Non ha a che fare con la storia romana, ma a proposito del ramoscello d’olivo in mano alla Pax, voglio condividere una bellissima storia raccontata da Erodoto su questa pianta tratta da ‘L'Olivo: tra storia e mitologia’ sul sito http://www.demetra.org/index.php/i-miti-gli-eroi-e-le-leggende-del-passato/57-mitologia/140-l-olivo-tra-storia-e-mitologia?showall=1&limitstart=

Due giovani vergini, Dania ed Augeria, native di Epidauro vennero oltraggiate e sopraffatte dalla vergogna si impiccarono; dopo poco tempo le terre degli Epidauri furono invase dalla sterilità; l'oracolo consultato impose di innalzare a Dania e Augeria delle statue scolpite dai tronchi di ulivo domestico. Nelle terre di Epidauro questa pianta era sconosciuta, allora chiesero agli ateniesi il permesso per potersene procurare. Costoro acconsentirono, ma ad una condizione: il popolo di Epidauro ogni anno avrebbe dovuto inviare una delegazione di suoi cittadini ad Atene per fare solenni sacrifici alla Dea Atena. L'immagine del riposo e della pace eterna era rappresentata dalla cristianità con una colomba che porta un ramo d'Olivo nel becco, simbolo anche di rinascita a nuova vita e speranza di resurrezione, ma anche di rinascita spirituale. Non a caso Noè inviò la colomba con l'Olivo ad annunciare la fine del diluvio. Licurgo volle abolire ogni fasto alle cerimonie funebri, stabilendo di adagiare i cadaveri sopra foglie di olivo e di alloro, questo per alludere alle vittoria riportata dal defunto sulle miserie della vita.

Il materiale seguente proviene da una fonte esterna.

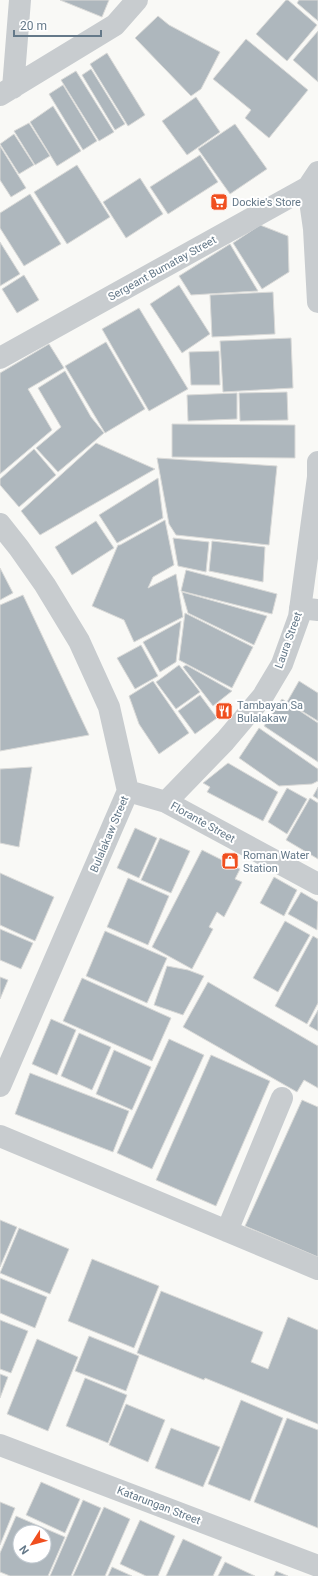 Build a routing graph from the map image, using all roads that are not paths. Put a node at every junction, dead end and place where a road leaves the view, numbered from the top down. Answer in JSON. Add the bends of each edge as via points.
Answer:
{"nodes":[{"id":1,"x":20,"y":0,"type":"edge"},
{"id":2,"x":136,"y":0,"type":"edge"},
{"id":3,"x":6,"y":92,"type":"edge"},
{"id":4,"x":313,"y":179,"type":"edge"},
{"id":5,"x":318,"y":302,"type":"edge"},
{"id":6,"x":0,"y":358,"type":"edge"},
{"id":7,"x":318,"y":462,"type":"edge"},
{"id":8,"x":0,"y":524,"type":"edge"},
{"id":9,"x":309,"y":609,"type":"edge"},
{"id":10,"x":128,"y":791,"type":"junction"},
{"id":11,"x":166,"y":802,"type":"junction"},
{"id":12,"x":318,"y":884,"type":"edge"},
{"id":13,"x":0,"y":1086,"type":"edge"},
{"id":14,"x":282,"y":1098,"type":"dead end"},
{"id":15,"x":0,"y":1136,"type":"edge"},
{"id":16,"x":227,"y":1231,"type":"junction"},
{"id":17,"x":318,"y":1269,"type":"edge"},
{"id":18,"x":0,"y":1445,"type":"edge"},
{"id":19,"x":318,"y":1566,"type":"edge"}],
"edges":[{"from":1,"to":3,"type":"street"},
{"from":2,"to":3,"type":"street","via":[[115,24]]},
{"from":4,"to":5,"type":"street"},
{"from":4,"to":6,"type":"street","name":"Sergeant Bumatay Street"},
{"from":7,"to":9,"type":"street","name":"Laura Street"},
{"from":8,"to":10,"type":"street","name":"Bulalakaw Street","via":[[45,585],[79,641],[109,707]]},
{"from":9,"to":11,"type":"street","name":"Laura Street","via":[[299,617],[282,664],[263,696],[225,741]]},
{"from":10,"to":11,"type":"street","name":"Florante Street"},
{"from":10,"to":13,"type":"street","name":"Bulalakaw Street"},
{"from":11,"to":12,"type":"street","name":"Florante Street"},
{"from":14,"to":16,"type":"street"},
{"from":15,"to":16,"type":"street"},
{"from":16,"to":17,"type":"street"},
{"from":18,"to":19,"type":"street","name":"Katarungan Street"}]}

L'Olivo era simbolo della Misericordia, della Clemenza, della Equità, della Pietà, della Felicità, della Luce. La Misericordia infatti era una donna vestita di bianco, rappresentata nell'atto di porgere pane ai poveri e con una ghirlanda di olivo sul capo. La Clemenza e l'Equità sono rappresentate nelle monete come donne con rami d'olivo tra le mani. Anche la Pietà, rappresentata come una donna velata, aveva in mano un ramoscello di olivo. Felicità era una figura femminile seduta su una cornucopia e con rami d'olivo tra le mani. L'olivo simbolo di luce, perché la luce è l'essenza di Minerva, chiarezza dell'intelletto, o forse perché l'olio ottenuto dai suoi frutti serviva per illuminare la notte. Durante le grandi epidemie, era consuetudine portare con se ramoscelli d'ulivo per proteggersi dal contagio. I censori romani erano rappresentati con un piccolo vaso di acqua benedetta in una mano e un ramoscello di ulivo nell'altra. Al termine dei cinque anni del mandato, era usanza benedire il popolo, aspergendo acqua benedetta con un ramoscello d'ulivo, in segno di perdono verso il popolo che avrebbe vessato durante il periodo del censo.